Federal Marketplace Benefit and Payment Parameters for 2017

December 21, 2015

Via online submission to www.regulations.gov

Andrew Slavitt
Centers for Medicare and Medicaid Services
Department of Health and Human Services
Attention: CMS-9937-P
P.O. Box 8016
Baltimore, MD 21244-8016

RE: CMS-9937-P; Patient Protection and Affordable Care Act; HHS Notice of Benefit and Payment Parameters for 2017 (RIN 0938—AS57)

Dear Administrator Slavitt:

Disability Rights Education and Defense Fund (DREDF) appreciates the opportunity to provide comment on the proposed HHS Notice of Benefit and Payment Parameters that proposes key standards for issuers and Health Insurance Marketplaces for 2017. As an organization founded by people with disabilities and parents of children with disabilities, we affirm how much people with disabilities of all ages and income levels need effective, accessible healthcare in their communities.

Many adults with disabilities need the flexibility that can come with working less than full-time, as consultants, and/or with smaller or non-profit organizations who seek insurance through the Small Business Health Options Program (SHOP).
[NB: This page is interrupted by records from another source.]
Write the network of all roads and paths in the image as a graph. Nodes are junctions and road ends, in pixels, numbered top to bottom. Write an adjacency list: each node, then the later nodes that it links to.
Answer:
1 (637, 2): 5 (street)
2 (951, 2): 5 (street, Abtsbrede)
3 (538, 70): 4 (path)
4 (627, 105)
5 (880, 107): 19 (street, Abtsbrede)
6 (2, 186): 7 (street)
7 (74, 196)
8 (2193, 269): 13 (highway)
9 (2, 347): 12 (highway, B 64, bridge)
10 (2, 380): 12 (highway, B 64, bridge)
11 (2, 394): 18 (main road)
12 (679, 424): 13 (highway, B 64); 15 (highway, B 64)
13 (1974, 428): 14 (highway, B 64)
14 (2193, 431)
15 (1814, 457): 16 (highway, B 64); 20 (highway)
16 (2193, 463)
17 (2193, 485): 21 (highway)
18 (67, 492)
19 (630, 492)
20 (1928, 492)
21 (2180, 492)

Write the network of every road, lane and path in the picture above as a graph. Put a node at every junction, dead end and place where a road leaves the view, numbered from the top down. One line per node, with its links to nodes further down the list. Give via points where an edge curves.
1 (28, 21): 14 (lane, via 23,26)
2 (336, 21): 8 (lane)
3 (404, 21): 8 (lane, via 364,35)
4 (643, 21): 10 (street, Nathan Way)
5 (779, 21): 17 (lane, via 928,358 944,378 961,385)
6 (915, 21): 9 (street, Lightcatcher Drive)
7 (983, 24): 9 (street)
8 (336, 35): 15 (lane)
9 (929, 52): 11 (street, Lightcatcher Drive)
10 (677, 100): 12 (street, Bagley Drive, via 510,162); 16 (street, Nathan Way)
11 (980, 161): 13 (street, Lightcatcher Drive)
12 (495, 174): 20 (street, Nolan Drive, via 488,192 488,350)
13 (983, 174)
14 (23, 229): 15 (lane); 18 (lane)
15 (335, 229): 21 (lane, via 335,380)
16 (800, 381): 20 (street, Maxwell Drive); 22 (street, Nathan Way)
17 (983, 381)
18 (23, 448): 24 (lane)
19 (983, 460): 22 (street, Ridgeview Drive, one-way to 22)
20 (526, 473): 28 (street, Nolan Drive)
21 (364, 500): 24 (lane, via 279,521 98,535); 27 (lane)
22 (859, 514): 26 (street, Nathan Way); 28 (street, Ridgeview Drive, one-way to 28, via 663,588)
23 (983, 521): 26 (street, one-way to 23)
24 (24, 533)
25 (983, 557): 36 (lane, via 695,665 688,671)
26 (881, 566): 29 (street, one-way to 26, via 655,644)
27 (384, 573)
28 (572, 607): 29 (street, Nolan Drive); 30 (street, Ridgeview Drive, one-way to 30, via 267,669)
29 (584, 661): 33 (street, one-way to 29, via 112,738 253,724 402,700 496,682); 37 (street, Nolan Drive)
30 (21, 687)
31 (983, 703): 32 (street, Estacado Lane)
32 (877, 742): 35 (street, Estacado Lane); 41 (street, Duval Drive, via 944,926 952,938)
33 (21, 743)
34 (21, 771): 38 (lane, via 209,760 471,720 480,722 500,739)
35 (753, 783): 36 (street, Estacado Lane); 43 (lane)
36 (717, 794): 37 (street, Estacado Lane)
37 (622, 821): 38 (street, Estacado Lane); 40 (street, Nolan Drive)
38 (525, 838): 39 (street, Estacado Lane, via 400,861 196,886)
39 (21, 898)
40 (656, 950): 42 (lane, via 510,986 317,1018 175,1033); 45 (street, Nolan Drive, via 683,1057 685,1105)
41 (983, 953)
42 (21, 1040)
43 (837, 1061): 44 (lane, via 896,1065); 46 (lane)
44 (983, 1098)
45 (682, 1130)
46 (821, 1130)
Marketplace insurance is critical to these individuals, as well as individuals with disabilities who work episodically or who have a fluctuating income flow, and therefore may be subject to insurance churn between Marketplace and Medicaid eligibility. Marketplace insurance that is comprehensive, affordable, high quality, and transparent will support individuals with disabilities and their families to lead independent, productive and fully integrated lives in their communities. Our comments below are intended to support the Centers for Medicare and Medicaid Services (CMS) in developing and proposing benefit and payment parameter standards that will recognize the healthcare coverage needs of people with disabilities and their families, and reduce such systemic barriers as physically and programmatically inaccessible plan provider networks.

Our first overarching comment pertains to the truncated comment period attached to this proposed rule. We do note that the proposed rule was released immediately before the Thanksgiving break and only formally published on December 2. The comments are due a scant three weeks later on December 21, 2015. Gathering the experiences of consumers with disabilities in the Marketplaces, and sufficiently analyzing those experiences in a way that will pinpoint particular problems and patterns among issuers so that we can write helpful comments, is challenging enough with longer comment periods. We respectfully request that CMS considers providing additional time, in future, for submitting comments on proposed rules for issuer standards. It has been difficult to address all aspects of the proposed rule in our comment, and we have been unable to address, for example, what the proposed rule has to say about the medical loss ratio program.

Essential Health Benefits

DREDF appreciates CMS’ clarification in last year’s final rule of the rehabilitative and habilitative services and devices category of essential health benefits (EHBs) and the establishment of a federal minimum definition of coverage. It would be very helpful for CMS, in this year’s proposed rule, to elaborate further on this particular benefit category in light of new or continued benefit restrictions that consumers with disabilities are encountering. Many QHP’s have instituted arbitrary caps in certain rehabilitative and habilitative health benefits, such as one-size-fits-all outpatient therapy caps. In California, small businesses are encountering plans in all metal ranges that either have an outright benefit coverage cap of approximately $2000 on Durable Medical Equipment (DME) such as wheelchairs, or haphazardly divide rehabilitative/habilitative devices into’DME” and ‘Supplementary DME” categories; supplementary DME includes items such as wheelchairs, hospital beds, and some ventilators and are simply not covered under the plan at all.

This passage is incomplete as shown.